(Task item) Scan the entries for lines with the word "Agoras" and copy those lines.

Stored items

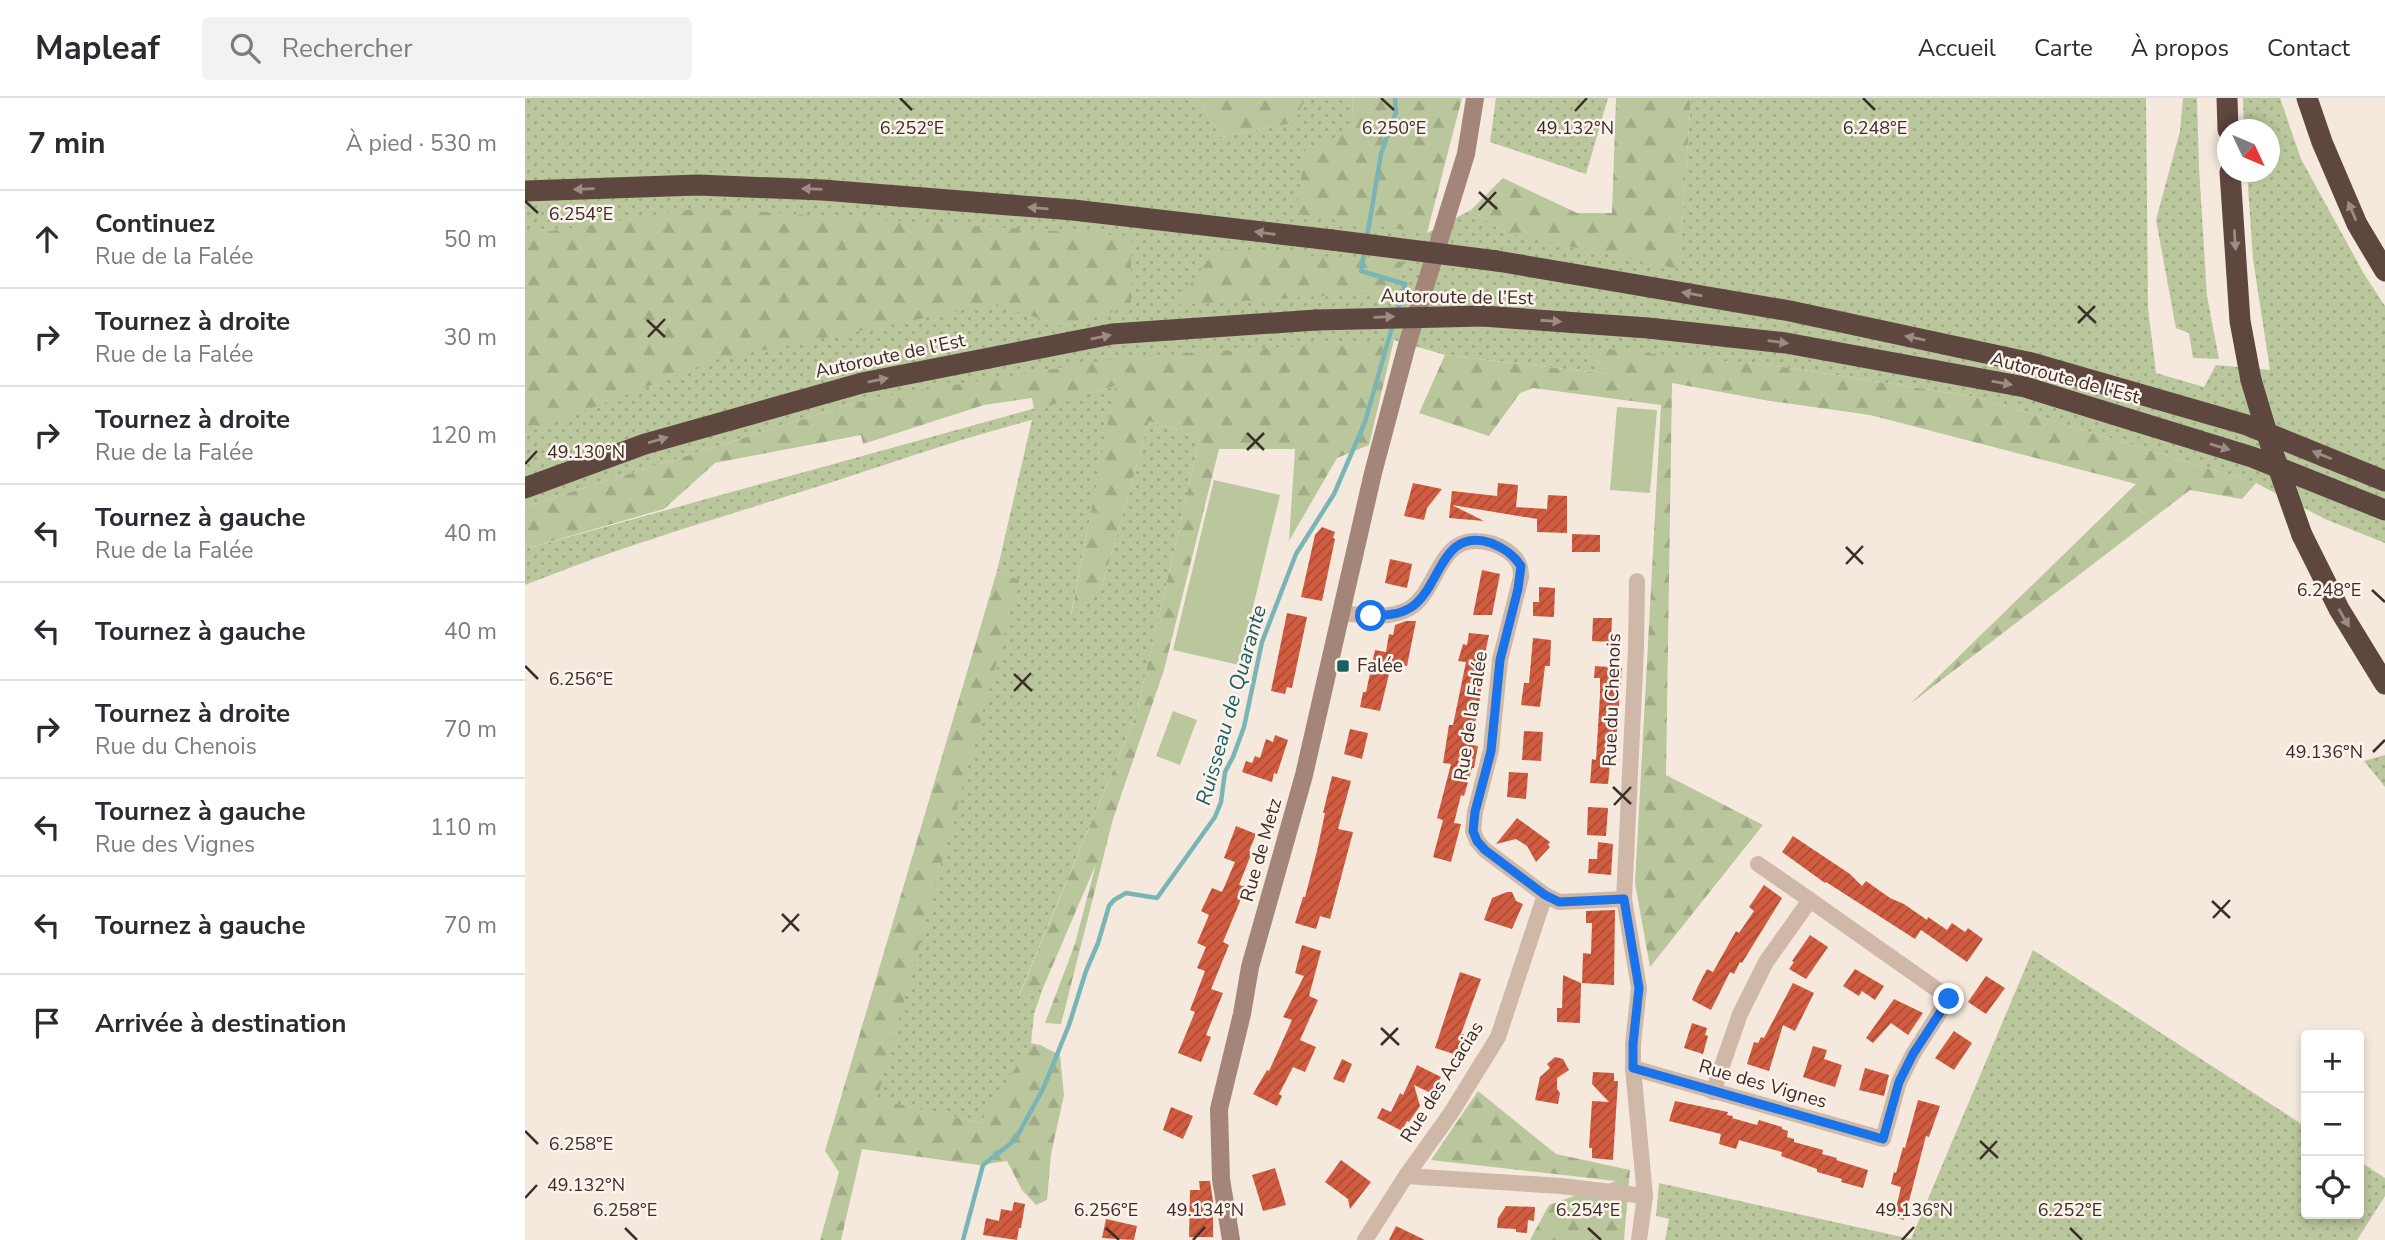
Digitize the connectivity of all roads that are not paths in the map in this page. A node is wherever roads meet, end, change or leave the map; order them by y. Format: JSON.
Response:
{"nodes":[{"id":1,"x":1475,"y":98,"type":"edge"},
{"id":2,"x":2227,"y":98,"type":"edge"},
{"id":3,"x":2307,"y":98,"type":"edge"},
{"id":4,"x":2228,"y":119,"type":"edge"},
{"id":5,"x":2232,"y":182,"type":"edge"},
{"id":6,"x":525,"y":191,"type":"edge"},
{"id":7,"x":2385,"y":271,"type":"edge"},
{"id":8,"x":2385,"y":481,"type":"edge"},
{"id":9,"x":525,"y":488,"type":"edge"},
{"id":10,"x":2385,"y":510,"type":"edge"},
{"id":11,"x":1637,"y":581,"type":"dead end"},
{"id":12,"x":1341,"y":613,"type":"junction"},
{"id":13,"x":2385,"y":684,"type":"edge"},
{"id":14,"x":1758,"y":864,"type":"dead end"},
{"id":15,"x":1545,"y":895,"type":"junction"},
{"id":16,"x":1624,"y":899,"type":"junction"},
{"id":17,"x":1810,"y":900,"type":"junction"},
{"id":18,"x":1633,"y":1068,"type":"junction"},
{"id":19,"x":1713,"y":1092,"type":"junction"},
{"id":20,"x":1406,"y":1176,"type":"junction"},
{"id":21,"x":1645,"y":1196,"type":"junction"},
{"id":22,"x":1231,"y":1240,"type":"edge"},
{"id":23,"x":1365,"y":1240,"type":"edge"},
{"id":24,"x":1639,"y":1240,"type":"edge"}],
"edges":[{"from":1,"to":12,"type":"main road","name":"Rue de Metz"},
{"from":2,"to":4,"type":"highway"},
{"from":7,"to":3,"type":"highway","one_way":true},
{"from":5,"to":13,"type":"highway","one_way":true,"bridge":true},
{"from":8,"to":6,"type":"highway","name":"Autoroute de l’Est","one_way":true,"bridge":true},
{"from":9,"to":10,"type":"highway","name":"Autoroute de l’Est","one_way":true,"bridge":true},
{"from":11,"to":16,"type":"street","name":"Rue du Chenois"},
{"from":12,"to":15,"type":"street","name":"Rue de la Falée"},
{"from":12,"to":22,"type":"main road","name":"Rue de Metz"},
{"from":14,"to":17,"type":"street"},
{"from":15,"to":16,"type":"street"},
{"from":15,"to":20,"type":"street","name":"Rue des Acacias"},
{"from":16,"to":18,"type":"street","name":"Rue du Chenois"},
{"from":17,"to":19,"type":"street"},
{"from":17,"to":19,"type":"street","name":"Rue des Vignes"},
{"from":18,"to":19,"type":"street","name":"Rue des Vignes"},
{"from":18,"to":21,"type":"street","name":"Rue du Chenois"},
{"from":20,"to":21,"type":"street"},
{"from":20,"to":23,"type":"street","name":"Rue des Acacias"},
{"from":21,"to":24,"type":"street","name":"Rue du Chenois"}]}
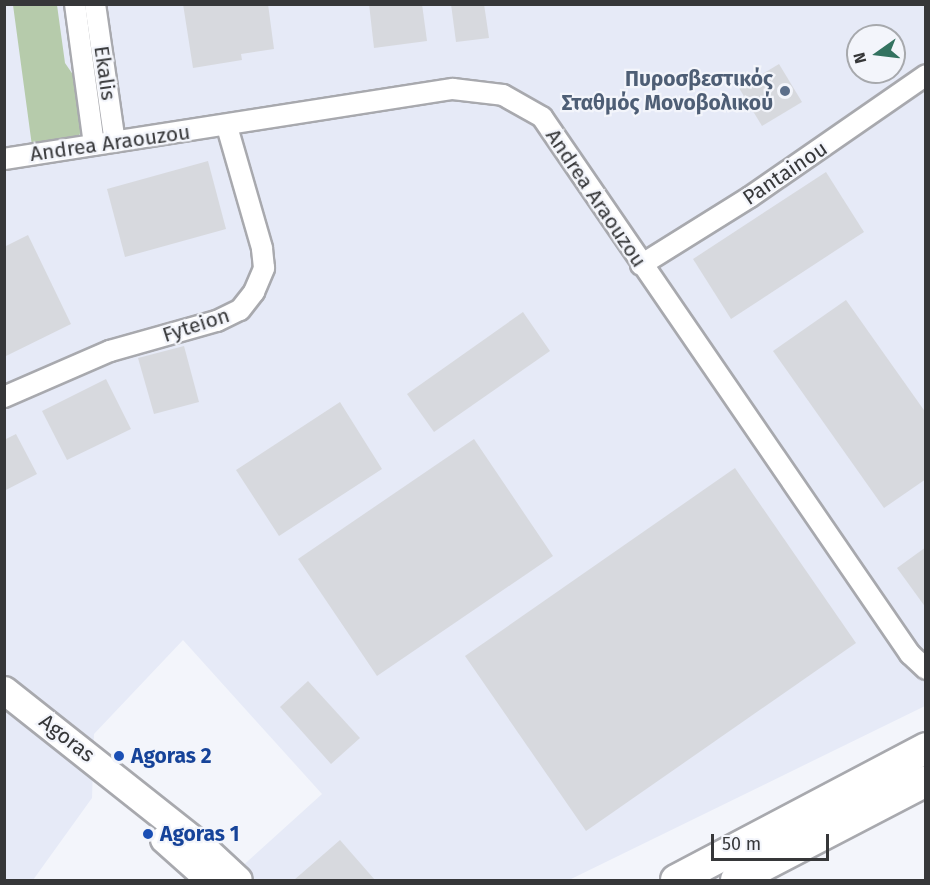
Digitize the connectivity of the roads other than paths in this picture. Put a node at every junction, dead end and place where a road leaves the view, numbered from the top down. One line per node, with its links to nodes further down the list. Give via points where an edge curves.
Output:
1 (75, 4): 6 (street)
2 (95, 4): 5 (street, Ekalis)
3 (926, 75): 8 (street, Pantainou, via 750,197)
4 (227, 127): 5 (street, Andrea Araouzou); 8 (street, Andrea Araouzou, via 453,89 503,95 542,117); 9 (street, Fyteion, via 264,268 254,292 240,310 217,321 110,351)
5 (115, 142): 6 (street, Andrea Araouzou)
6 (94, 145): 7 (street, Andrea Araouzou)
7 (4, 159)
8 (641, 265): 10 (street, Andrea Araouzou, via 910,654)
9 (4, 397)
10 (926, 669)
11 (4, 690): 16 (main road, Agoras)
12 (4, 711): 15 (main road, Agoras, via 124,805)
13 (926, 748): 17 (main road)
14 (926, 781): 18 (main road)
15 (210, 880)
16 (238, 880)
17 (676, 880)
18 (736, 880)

(Result)
11 (4, 690): 16 (main road, Agoras)
12 (4, 711): 15 (main road, Agoras, via 124,805)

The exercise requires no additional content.